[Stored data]
------------------------------------------------------------

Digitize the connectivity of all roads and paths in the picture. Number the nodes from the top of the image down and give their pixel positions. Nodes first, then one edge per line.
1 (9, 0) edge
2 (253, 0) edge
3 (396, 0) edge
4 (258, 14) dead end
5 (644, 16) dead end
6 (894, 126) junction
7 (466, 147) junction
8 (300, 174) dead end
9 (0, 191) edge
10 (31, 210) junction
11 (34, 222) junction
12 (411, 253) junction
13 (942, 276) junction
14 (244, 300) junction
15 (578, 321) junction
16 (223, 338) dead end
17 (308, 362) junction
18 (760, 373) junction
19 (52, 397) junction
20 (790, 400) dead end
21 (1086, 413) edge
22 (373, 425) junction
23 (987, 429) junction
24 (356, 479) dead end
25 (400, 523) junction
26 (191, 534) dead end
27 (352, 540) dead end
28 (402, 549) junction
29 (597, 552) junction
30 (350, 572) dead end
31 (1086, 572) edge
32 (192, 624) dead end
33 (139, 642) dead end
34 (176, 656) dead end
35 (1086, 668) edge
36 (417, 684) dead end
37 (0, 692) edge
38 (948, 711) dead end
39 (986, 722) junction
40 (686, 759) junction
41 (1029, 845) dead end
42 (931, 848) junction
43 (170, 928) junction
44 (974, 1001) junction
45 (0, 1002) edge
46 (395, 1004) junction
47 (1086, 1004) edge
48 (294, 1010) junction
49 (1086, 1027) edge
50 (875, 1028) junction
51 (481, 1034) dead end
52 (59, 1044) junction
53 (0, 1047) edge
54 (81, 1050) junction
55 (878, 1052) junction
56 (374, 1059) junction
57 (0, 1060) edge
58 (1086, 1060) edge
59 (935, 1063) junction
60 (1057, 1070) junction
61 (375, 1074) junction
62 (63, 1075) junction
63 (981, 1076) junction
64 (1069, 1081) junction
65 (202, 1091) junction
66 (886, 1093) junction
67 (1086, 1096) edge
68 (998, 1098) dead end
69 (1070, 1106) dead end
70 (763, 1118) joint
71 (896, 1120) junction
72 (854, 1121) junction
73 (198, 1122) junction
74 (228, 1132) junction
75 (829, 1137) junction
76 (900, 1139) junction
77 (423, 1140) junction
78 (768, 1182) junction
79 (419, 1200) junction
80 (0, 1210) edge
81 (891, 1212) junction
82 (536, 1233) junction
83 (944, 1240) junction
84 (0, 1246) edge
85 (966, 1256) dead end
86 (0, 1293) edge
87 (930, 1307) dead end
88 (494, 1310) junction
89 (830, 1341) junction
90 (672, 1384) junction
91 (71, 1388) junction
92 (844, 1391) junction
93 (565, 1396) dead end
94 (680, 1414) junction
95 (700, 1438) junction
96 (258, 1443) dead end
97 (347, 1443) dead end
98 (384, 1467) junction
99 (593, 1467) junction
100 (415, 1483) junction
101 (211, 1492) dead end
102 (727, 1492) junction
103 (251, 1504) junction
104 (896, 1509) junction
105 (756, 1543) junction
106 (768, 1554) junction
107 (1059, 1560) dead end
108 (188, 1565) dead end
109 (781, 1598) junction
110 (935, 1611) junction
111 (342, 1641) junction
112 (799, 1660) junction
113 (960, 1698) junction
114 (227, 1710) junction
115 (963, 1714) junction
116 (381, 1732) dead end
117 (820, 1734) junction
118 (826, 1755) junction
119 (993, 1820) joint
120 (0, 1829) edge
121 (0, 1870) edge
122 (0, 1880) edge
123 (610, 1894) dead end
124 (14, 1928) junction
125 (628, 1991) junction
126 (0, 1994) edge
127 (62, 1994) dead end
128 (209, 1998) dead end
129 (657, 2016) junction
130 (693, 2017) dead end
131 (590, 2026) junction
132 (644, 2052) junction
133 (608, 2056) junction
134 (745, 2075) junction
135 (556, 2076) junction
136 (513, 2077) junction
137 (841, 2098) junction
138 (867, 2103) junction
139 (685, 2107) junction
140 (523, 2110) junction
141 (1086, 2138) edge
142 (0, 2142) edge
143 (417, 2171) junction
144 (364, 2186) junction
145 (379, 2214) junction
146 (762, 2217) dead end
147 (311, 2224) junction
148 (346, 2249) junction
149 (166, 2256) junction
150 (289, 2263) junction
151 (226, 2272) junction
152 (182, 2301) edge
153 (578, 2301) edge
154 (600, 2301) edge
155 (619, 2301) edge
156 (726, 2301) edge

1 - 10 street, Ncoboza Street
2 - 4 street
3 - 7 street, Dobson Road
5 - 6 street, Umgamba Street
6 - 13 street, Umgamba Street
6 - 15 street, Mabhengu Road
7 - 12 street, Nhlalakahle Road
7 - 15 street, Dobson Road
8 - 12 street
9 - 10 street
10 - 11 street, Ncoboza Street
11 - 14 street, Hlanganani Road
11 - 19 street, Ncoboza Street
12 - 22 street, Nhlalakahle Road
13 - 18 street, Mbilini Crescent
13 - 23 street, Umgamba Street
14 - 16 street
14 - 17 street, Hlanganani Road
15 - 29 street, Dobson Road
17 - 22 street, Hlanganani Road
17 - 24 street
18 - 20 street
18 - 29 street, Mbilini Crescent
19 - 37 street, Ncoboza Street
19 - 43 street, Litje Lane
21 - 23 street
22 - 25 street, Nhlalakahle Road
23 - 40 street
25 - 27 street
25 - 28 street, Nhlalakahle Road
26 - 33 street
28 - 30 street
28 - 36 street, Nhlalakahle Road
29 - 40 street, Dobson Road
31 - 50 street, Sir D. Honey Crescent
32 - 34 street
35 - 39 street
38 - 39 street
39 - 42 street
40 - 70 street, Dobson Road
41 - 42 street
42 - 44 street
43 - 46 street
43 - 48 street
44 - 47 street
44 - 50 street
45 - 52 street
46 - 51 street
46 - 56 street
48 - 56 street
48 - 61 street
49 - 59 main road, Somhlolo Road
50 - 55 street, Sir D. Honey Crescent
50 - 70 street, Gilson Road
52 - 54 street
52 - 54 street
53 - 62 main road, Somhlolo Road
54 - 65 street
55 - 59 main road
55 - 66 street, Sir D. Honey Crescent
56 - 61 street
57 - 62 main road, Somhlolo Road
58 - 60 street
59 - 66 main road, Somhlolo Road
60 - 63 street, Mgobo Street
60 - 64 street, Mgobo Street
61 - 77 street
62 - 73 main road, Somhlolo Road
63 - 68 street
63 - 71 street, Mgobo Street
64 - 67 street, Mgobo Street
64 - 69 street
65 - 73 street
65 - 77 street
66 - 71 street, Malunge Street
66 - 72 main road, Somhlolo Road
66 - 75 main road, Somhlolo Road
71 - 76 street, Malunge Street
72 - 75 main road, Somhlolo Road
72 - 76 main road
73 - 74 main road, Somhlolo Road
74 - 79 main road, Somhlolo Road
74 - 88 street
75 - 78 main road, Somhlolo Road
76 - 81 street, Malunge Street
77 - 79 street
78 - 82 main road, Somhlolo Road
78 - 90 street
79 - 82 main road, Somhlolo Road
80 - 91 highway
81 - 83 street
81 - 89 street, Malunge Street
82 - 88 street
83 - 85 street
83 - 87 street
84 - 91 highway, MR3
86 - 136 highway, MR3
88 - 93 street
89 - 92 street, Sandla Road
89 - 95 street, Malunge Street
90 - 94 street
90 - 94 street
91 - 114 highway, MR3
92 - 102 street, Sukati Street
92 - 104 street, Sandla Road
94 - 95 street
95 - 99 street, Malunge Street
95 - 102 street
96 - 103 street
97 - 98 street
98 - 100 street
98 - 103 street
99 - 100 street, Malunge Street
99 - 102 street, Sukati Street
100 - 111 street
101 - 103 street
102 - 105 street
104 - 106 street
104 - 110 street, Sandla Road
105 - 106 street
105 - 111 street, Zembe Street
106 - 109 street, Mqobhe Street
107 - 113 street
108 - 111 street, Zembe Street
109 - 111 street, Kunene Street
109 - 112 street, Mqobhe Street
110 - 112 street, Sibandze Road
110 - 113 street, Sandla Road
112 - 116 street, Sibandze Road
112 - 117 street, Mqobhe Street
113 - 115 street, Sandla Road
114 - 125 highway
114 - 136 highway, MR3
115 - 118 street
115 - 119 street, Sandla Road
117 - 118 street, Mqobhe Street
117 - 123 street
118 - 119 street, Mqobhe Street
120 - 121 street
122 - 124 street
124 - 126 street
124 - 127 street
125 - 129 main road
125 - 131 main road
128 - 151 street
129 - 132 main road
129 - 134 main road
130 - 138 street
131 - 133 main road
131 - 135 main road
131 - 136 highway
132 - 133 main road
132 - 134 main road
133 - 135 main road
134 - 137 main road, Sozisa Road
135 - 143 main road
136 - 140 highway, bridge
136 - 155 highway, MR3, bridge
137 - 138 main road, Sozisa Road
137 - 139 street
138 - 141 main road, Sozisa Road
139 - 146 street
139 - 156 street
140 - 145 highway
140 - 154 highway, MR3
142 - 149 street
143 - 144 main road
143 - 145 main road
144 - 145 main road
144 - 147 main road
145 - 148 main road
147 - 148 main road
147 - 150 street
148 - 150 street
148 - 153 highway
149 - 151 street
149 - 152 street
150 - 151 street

------------------------------------------------------------

> WHAT YOU HAVE TO DO
Return the count of lines in the entries above that include the word "bridge", without any added text.

> ANSWER TO THIS EXERCISE
2